Updating a DB from a web page via AJAX is very common. I would suggest simplifying your JavaScript development using jQuery (a JavaScript library). There is a good introduction to jQuery and AJAX here.
Basically what jQuery will do is write a lot of the boilerplate code for you. What you will end up writing is something like this:
function updateScore(answer, correct) {
if (answer == correct) {
$.post('updatescore.php');
}
}
...
<a onclick="updateScore(this, correct)" ...> </a>
What you're doing here is sending a POST request to updatescore.php when the answer is correct.
Then, in your updatescore.php, you just need to have PHP code like you already do which will update the score in the database.
You can obviously do many more complicate things than this, but hopefully that will be enough to get you started.
I noticed you have "window.location.reload(true);" in your code. Why? That seems like it would make things not work.
You should try to analyze your program to find out where the problem is happening. Then you will be able to ask us a very specific question like "why does Firefox not fire the onClick handler when I click on this link" instead of just posting three pages of code. When you paste so much code, it's pretty hard for us to find your bug.
So here are the questions you should ask:
Is my HTML being parsed correctly? To me, it looks like it might not be parsed correctly because you did not put quotes around the value of onClick. You should use quotes, like: onClick="..." To find out if your HTML is being parsed nicely, you can use Firefox's View->Source feature and look at the colors it prints.
Is my onClick handler getting called? It looks like you are using alert()'s effectively so that's good.
Does the request actually get sent to my server? To determine this, you should use Firefox, and install the Firebug extension. In the "Net" panel, it will show you all the AJAX requests that are being made by your page, and it will show you the results that were returned from the server.
Is the script on my server doing the right thing? So on the server side, you can now add lines like "echo 'hello world';" and you will see that output in the Firebug Net panel, which will help you debug the behavior of your server-side script.
Is my stateChanged function getting called? Once again, use alert() statements, or write to Firebug's debug console.

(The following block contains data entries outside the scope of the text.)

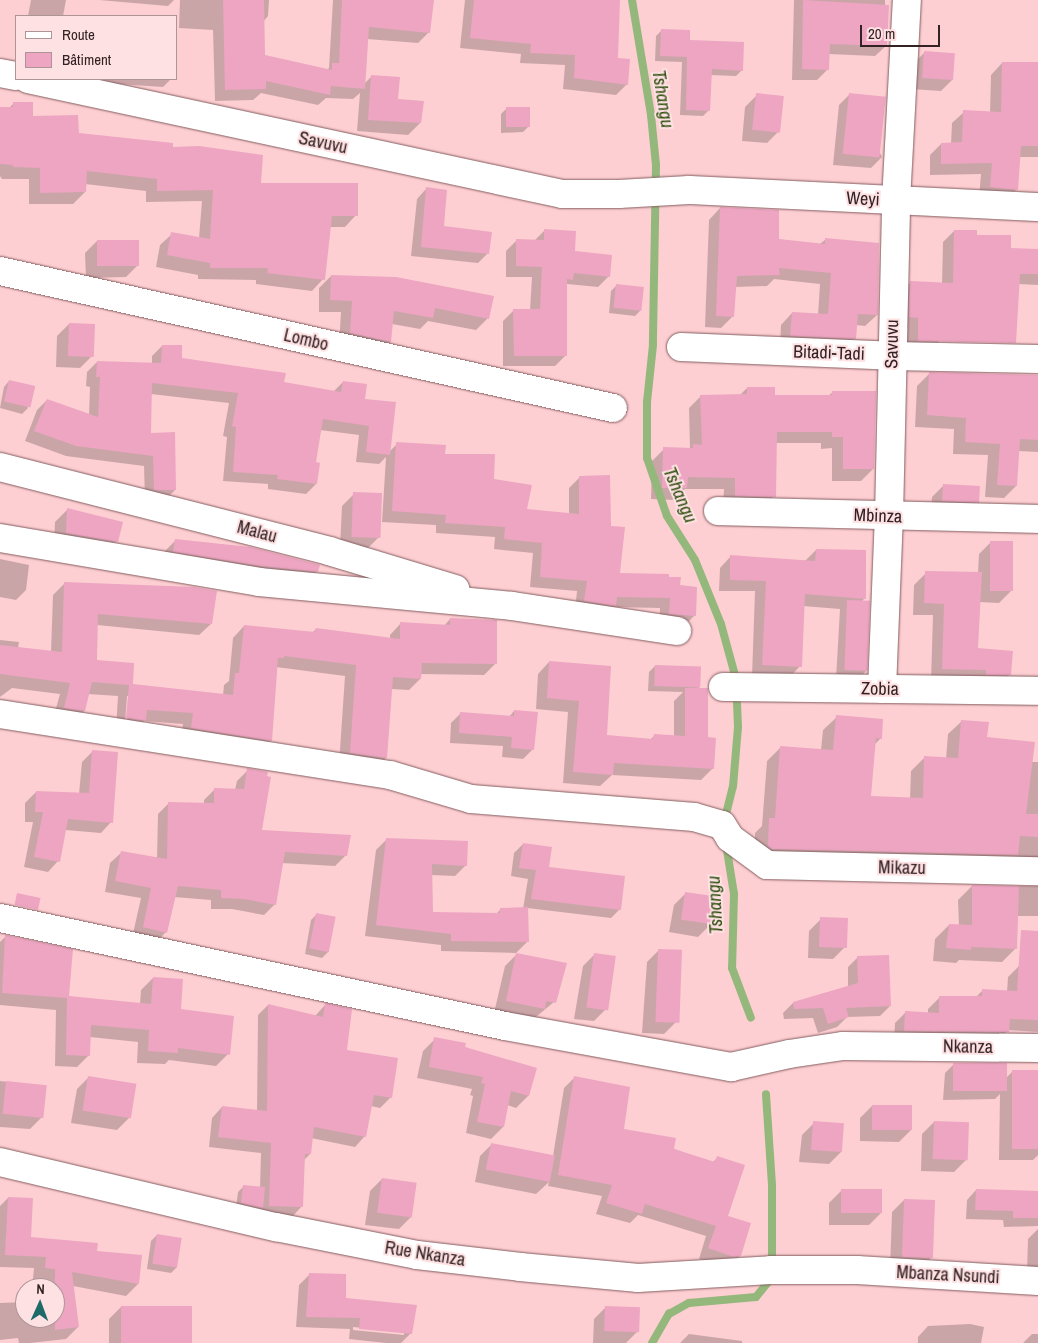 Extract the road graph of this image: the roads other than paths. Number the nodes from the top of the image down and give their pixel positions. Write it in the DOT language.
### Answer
graph roads {
  1 [pos="907,0"];
  2 [pos="0,73"];
  3 [pos="15,76"];
  4 [pos="33,80"];
  5 [pos="689,190"];
  6 [pos="896,201"];
  7 [pos="1038,207"];
  8 [pos="0,271"];
  9 [pos="681,347"];
  10 [pos="892,356"];
  11 [pos="1038,359"];
  12 [pos="613,408"];
  13 [pos="0,467"];
  14 [pos="718,511"];
  15 [pos="890,517"];
  16 [pos="1038,519"];
  17 [pos="0,538"];
  18 [pos="512,606"];
  19 [pos="677,631"];
  20 [pos="723,687"];
  21 [pos="882,689"];
  22 [pos="1038,691"];
  23 [pos="0,714"];
  24 [pos="1038,871"];
  25 [pos="0,918"];
  26 [pos="1038,1048"];
  27 [pos="0,1162"];
  28 [pos="857,1270"];
  29 [pos="1038,1281"];
  1 -- 6 [label="street, Savuvu"];
  2 -- 3 [label="street"];
  4 -- 5 [label="street, Savuvu"];
  5 -- 6 [label="street, Weyi"];
  6 -- 7 [label="street, Weyi"];
  6 -- 10 [label="street, Savuvu"];
  8 -- 12 [label="street, Lombo"];
  9 -- 10 [label="street, Bitadi-Tadi"];
  10 -- 11 [label="street, Bitadi-Tadi"];
  10 -- 15 [label="street, Savuvu"];
  13 -- 18 [label="street, Malau"];
  14 -- 15 [label="street, Mbinza"];
  15 -- 16 [label="street, Mbinza"];
  15 -- 21 [label="street, Savuvu"];
  17 -- 18 [label="street"];
  18 -- 19 [label="street"];
  20 -- 21 [label="street, Zobia"];
  21 -- 22 [label="street, Zobia"];
  23 -- 24 [label="street, Mikazu"];
  25 -- 26 [label="street, Nkanza"];
  27 -- 28 [label="street, Rue Nkanza"];
  28 -- 29 [label="street, Mbanza Nsundi"];
}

Once you've narrowed your problem down, try to reduce your code to the simplest possible code that still fails. Then show us the code and tell us exactly what the symptoms of the error are.
On another note, I recommend getting this book: Javascript: The Deinitive Guide, 5th Edition by O'Reilly. It covers lots of cool stuff like AJAX and closures. It costs $50 but it's definitely a good investment because it explains things in a much more coherent way then you'll ever get from free websites.